Collected data entries
------------------------------------
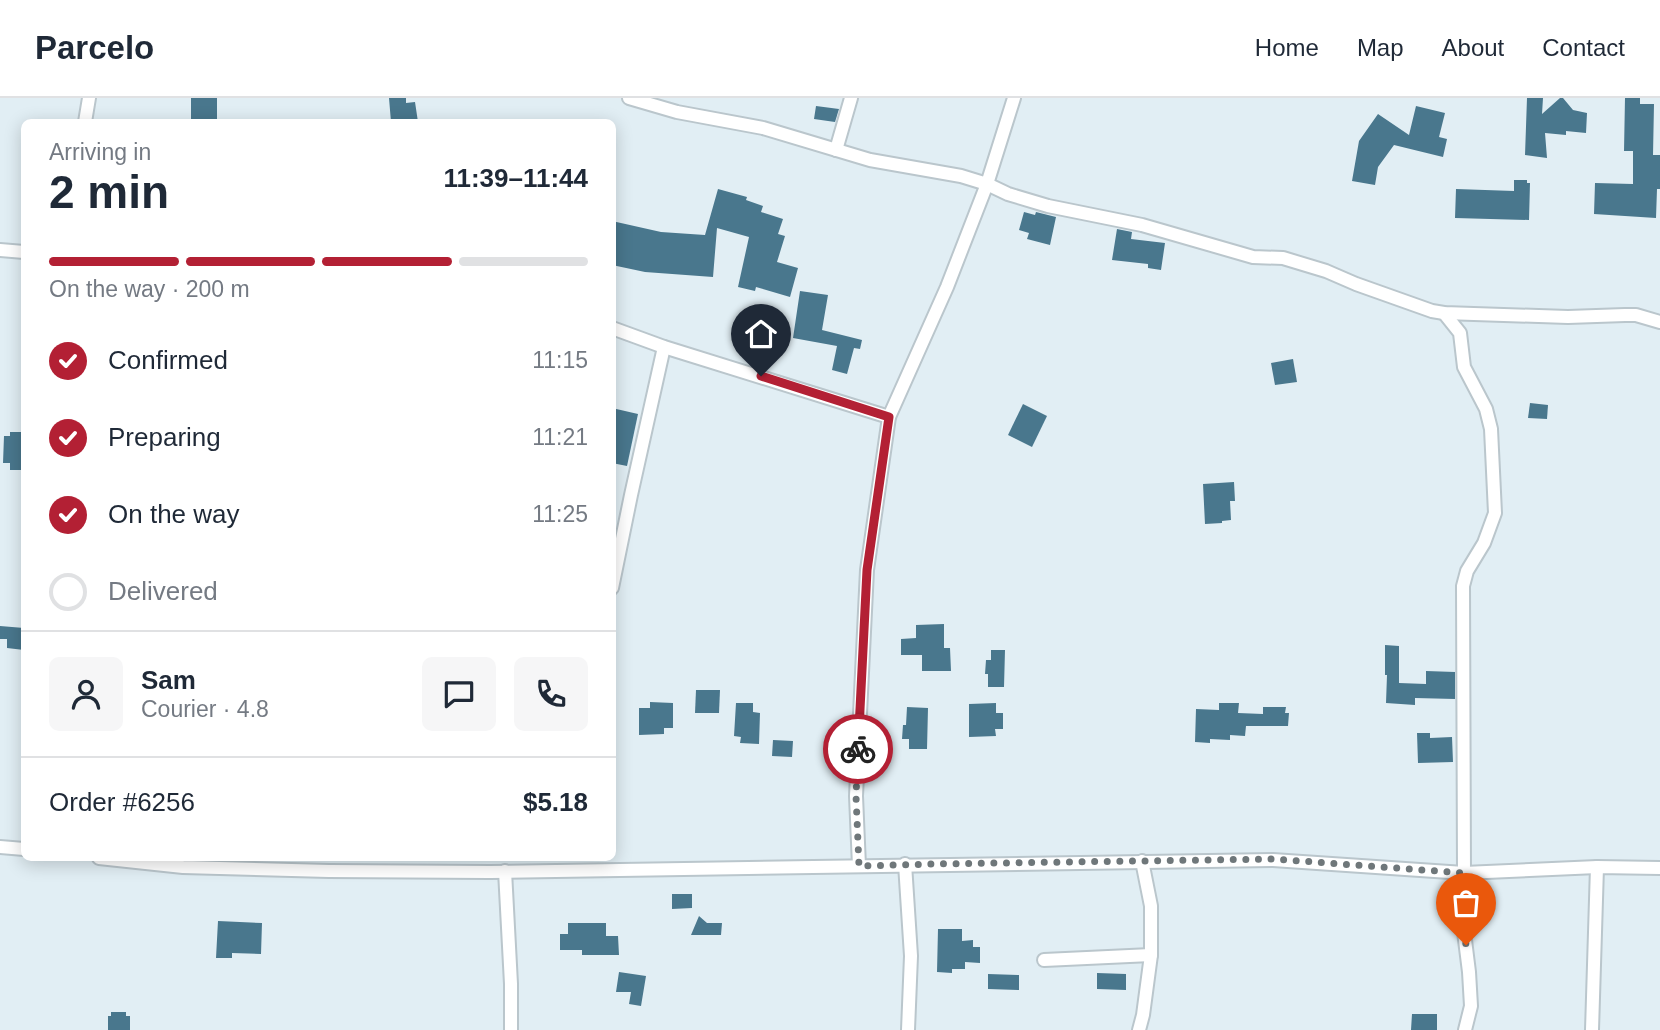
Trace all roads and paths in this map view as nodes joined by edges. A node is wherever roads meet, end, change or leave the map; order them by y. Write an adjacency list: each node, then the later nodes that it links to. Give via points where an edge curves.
1 (89, 98): 5 (street)
2 (629, 98): 6 (street)
3 (851, 98): 6 (street)
4 (1014, 98): 7 (street)
5 (86, 119)
6 (836, 150): 7 (street)
7 (986, 184): 10 (street, via 1048,206 1142,225 1253,257 1288,259); 14 (street, via 947,287)
8 (0, 250): 9 (street)
9 (21, 252)
10 (1444, 313): 11 (street, via 1625,314); 27 (street, via 1460,332 1464,367 1486,409 1494,480 1494,517 1463,586)
11 (1660, 322)
12 (616, 329): 13 (street)
13 (664, 347): 14 (street); 15 (street)
14 (889, 417): 23 (street, via 867,570 857,782)
15 (616, 568)
16 (0, 847): 17 (street)
17 (21, 849)
18 (127, 861): 21 (street, via 183,867)
19 (1142, 861): 22 (street); 27 (street, via 1273,859); 28 (street, via 1152,906)
20 (590, 863): 23 (street); 26 (street)
21 (329, 864): 26 (street)
22 (905, 864): 23 (street); 31 (street, via 911,956)
23 (859, 866)
24 (1597, 867): 25 (street); 27 (street); 34 (street)
25 (1660, 868)
26 (505, 872): 30 (street)
27 (1464, 873): 33 (street, via 1460,900 1472,1006)
28 (1151, 955): 29 (street); 32 (street)
29 (1044, 960)
30 (511, 1030)
31 (908, 1030)
32 (1139, 1030)
33 (1465, 1030)
34 (1592, 1030)

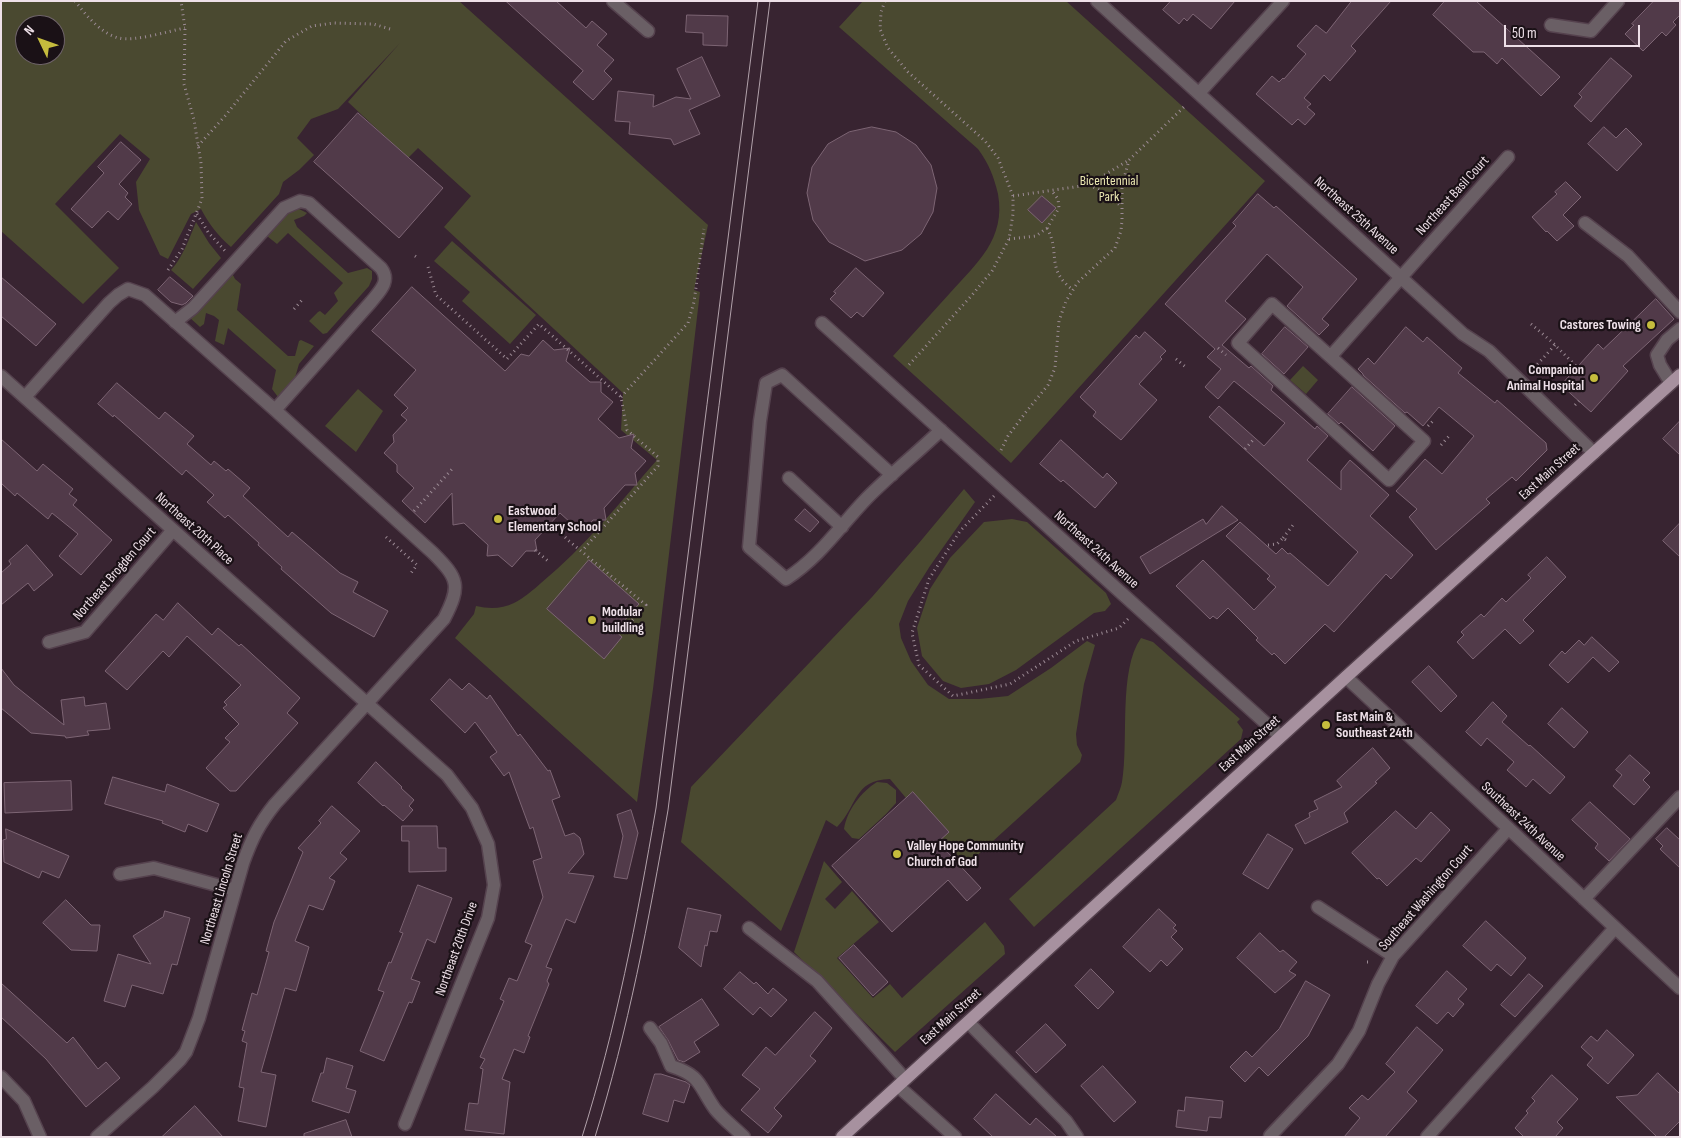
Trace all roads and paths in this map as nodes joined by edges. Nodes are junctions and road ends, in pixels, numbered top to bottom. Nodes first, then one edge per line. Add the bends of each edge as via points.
1 (75, 1) edge
2 (181, 1) edge
3 (612, 1) edge
4 (885, 1) edge
5 (1097, 1) edge
6 (1282, 1) edge
7 (1618, 1) edge
8 (1551, 25) dead end
9 (185, 28) junction
10 (390, 28) dead end
11 (648, 31) dead end
12 (1199, 93) junction
13 (1186, 105) dead end
14 (198, 147) junction
15 (1508, 157) dead end
16 (1129, 160) junction
17 (1088, 185) junction
18 (1052, 191) junction
19 (1013, 196) junction
20 (1122, 206) junction
21 (197, 213) junction
22 (1584, 223) dead end
23 (1047, 228) junction
24 (704, 229) dead end
25 (1009, 238) junction
26 (229, 254) dead end
27 (428, 267) dead end
28 (168, 270) dead end
29 (1401, 278) junction
30 (1073, 290) junction
31 (304, 298) dead end
32 (294, 309) dead end
33 (1680, 312) edge
34 (175, 322) junction
35 (822, 323) dead end
36 (1531, 324) dead end
37 (1680, 329) edge
38 (1554, 345) junction
39 (1218, 348) dead end
40 (1226, 355) dead end
41 (1331, 356) junction
42 (1176, 359) dead end
43 (908, 366) dead end
44 (1577, 367) dead end
45 (1187, 368) dead end
46 (1534, 368) dead end
47 (1, 376) edge
48 (1676, 379) edge
49 (24, 397) junction
50 (621, 397) junction
51 (1579, 402) dead end
52 (1575, 405) dead end
53 (275, 410) junction
54 (941, 430) junction
55 (1451, 434) dead end
56 (1255, 438) dead end
57 (1441, 445) dead end
58 (1245, 449) dead end
59 (1001, 450) dead end
60 (1594, 453) junction
61 (452, 468) dead end
62 (892, 475) junction
63 (788, 478) dead end
64 (1003, 486) junction
65 (414, 511) dead end
66 (551, 523) dead end
67 (1293, 525) dead end
68 (842, 527) junction
69 (173, 530) junction
70 (386, 537) dead end
71 (1268, 545) dead end
72 (535, 550) dead end
73 (582, 551) junction
74 (550, 562) dead end
75 (411, 573) dead end
76 (1138, 608) junction
77 (626, 627) dead end
78 (49, 642) dead end
79 (1346, 677) junction
80 (366, 703) junction
81 (1280, 736) junction
82 (1680, 797) edge
83 (1508, 829) junction
84 (120, 874) dead end
85 (235, 890) junction
86 (1584, 899) junction
87 (1318, 907) dead end
88 (749, 928) dead end
89 (1615, 928) junction
90 (1393, 956) junction
91 (1680, 988) edge
92 (968, 1022) junction
93 (650, 1028) dead end
94 (1, 1077) edge
95 (902, 1082) junction
96 (405, 1124) dead end
97 (1270, 1136) edge
98 (40, 1137) edge
99 (97, 1137) edge
100 (744, 1137) edge
101 (842, 1137) edge
102 (955, 1137) edge
103 (1077, 1137) edge
104 (1427, 1137) edge

1 - 9 path via 100,28 120,38 137,38
2 - 9 path
3 - 11 street
4 - 19 path via 880,29 888,48 908,72 985,141 998,158
5 - 12 street, Northeast 25th Avenue
6 - 12 street
7 - 8 street via 1591,30
9 - 14 path via 184,84
10 - 14 path via 334,23 312,26 286,41
12 - 29 street, Northeast 25th Avenue
13 - 16 path
14 - 21 path via 202,199
15 - 29 street, Northeast Basil Court
16 - 17 path
16 - 20 path via 1122,186
17 - 18 path
17 - 20 path
18 - 19 path
18 - 23 path via 1058,199 1059,208
19 - 25 path
20 - 30 path via 1121,230 1115,248
21 - 26 path via 208,232
21 - 28 path via 182,249
22 - 33 street via 1628,256
23 - 25 path via 1036,236
23 - 30 path via 1052,237 1056,270
24 - 50 path via 688,323
25 - 43 path via 992,271
27 - 50 path via 436,295 507,359 539,324
29 - 41 street, Northeast Basil Court
29 - 60 street, Northeast 25th Avenue via 1463,334 1489,352
30 - 59 path via 1059,321 1054,368 1048,385
31 - 32 path
34 - 49 street, Northeast Lincoln Street via 145,295 128,289 109,303
34 - 53 street, Northeast Lincoln Street
34 - 53 street via 193,308 284,208 300,201 309,203 381,268 386,280 371,302
35 - 54 street, Northeast 24th Avenue
36 - 38 path
37 - 48 street via 1657,354 1660,366
38 - 44 path
38 - 46 path
39 - 40 path
41 - 41 street via 1424,441 1389,480 1238,343 1272,304
42 - 45 path
47 - 49 street, Northeast 20th Place
48 - 60 main road, East Main Street
49 - 69 street, Northeast 20th Place
50 - 73 path via 627,430 658,458 658,466
51 - 52 path
53 - 80 street, Northeast Lincoln Street via 448,568 455,581 454,600 444,618
54 - 62 street
54 - 64 street, Northeast 24th Avenue
55 - 57 path
56 - 58 path
60 - 79 main road, East Main Street
61 - 65 path
62 - 68 street
62 - 68 street via 782,376 766,383 749,547 786,579 804,567
63 - 68 street
64 - 76 street, Northeast 24th Avenue
64 - 76 path via 960,531 928,579 912,633 919,665 953,696 1010,684 1076,641 1119,628
66 - 73 path
67 - 71 path via 1284,539
69 - 78 street, Northeast Brogden Court via 85,632
69 - 80 street, Northeast 20th Place
70 - 75 path via 417,565
72 - 74 path
73 - 77 path via 646,605
76 - 81 street, Northeast 24th Avenue
79 - 81 main road, East Main Street
79 - 83 street, Southeast 24th Avenue
80 - 85 street, Northeast Lincoln Street via 260,822 250,841
80 - 96 street, Northeast 20th Drive via 447,775 472,808 488,844 494,885 488,918
81 - 92 main road, East Main Street
82 - 86 street
83 - 86 street, Southeast 24th Avenue
83 - 90 street, Southeast Washington Court
84 - 85 street via 154,868
85 - 99 street, Northeast Lincoln Street via 199,1018 186,1052 153,1087
86 - 89 street, Southeast 24th Avenue
87 - 90 street
88 - 95 street via 817,981
89 - 91 street, Southeast 24th Avenue
89 - 104 street
90 - 97 street, Southeast Washington Court via 1359,1032 1338,1064
92 - 95 main road, East Main Street
92 - 103 street via 1066,1121
93 - 100 street via 671,1066 695,1077 716,1110
94 - 98 street via 24,1101
95 - 101 main road, East Main Street
95 - 102 street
------------------------------------
Problem description ->
Look through the data and gather every line with the string "Washington" in it.

Response ->
83 - 90 street, Southeast Washington Court
90 - 97 street, Southeast Washington Court via 1359,1032 1338,1064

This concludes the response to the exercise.